Fires in the Cape Barren area have been particularly destructive to the environment. Paul Catrell from the Tasmanian Fire Service believes this is due to the vegetation that has been allowed to build over a long period of time.
The cool burn method of back-burning, which is used by traditional burners, is spread out in a patchwork over the land and has been specifically designed to protect it. This method of burning has been used to deter bushfires and support regeneration for centuries.
"You can go back in history and you can see that by doing this sort of practice that it stops those intensely devastating fires from occurring," Mr Catrell told the ABC.
Image: Still from Australia's Inferno
"They know the weather patterns, they know the country, they know the fuel types, they know what they want to protect."
A cool burn is a quick- burning fire that moves fast, avoiding damage to the roots andor earth so that, native plants can regrow.

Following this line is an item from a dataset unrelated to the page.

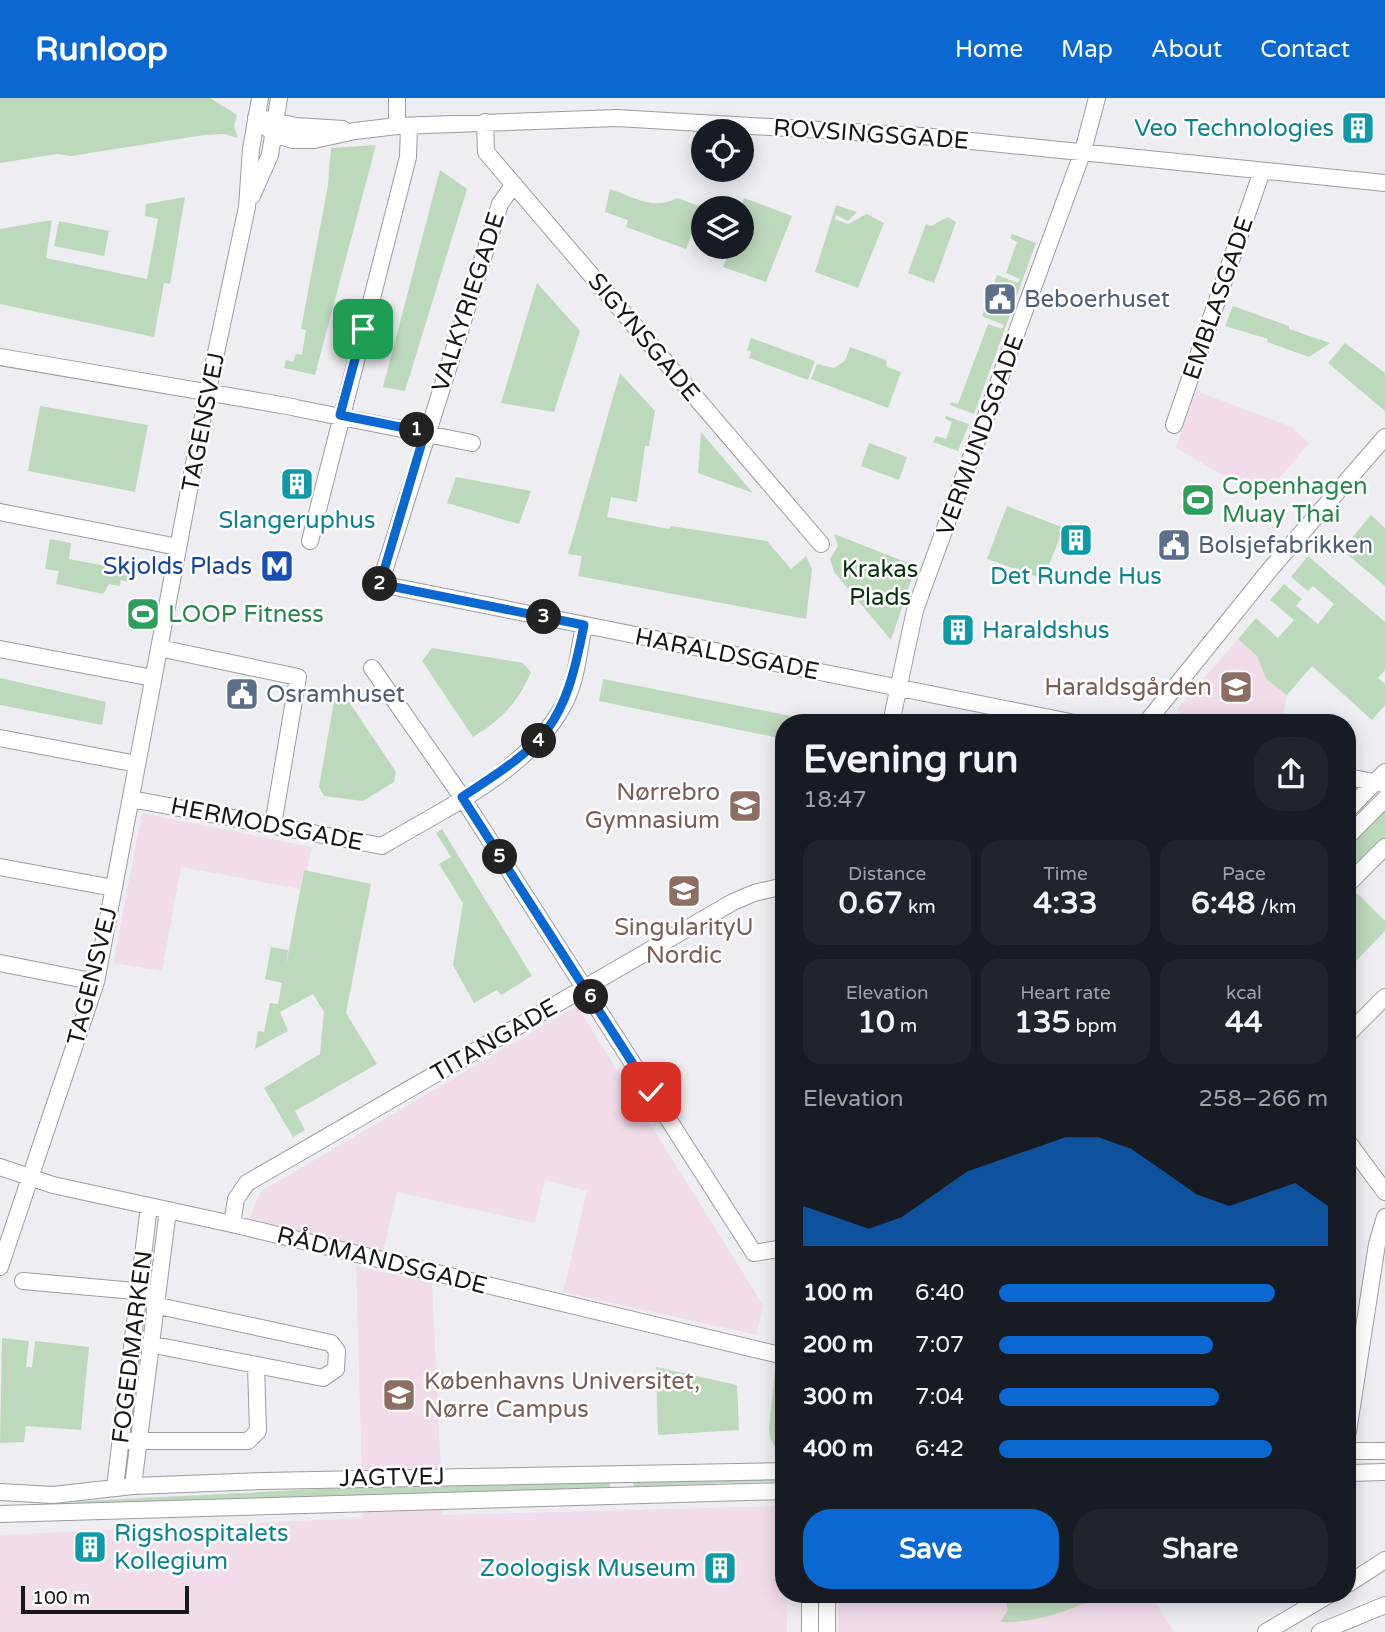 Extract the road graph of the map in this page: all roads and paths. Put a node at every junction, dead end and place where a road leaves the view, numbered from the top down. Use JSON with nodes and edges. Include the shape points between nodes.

According to recent research undertaken by the Tasmanian Aboriginal Centre and local scientists , the traditional method of fire- burning can be dated back 40,000 years. However, it has only been 12 years since Cape Barren Island was returned to the traditional owners.
Terry Maynard, one of the Truwana Rangers explained the pride he feels caring for the land.
“It's really important now that we've had the land handed back to show people off the island how we can look after our land and that we want to," he said to the ABC.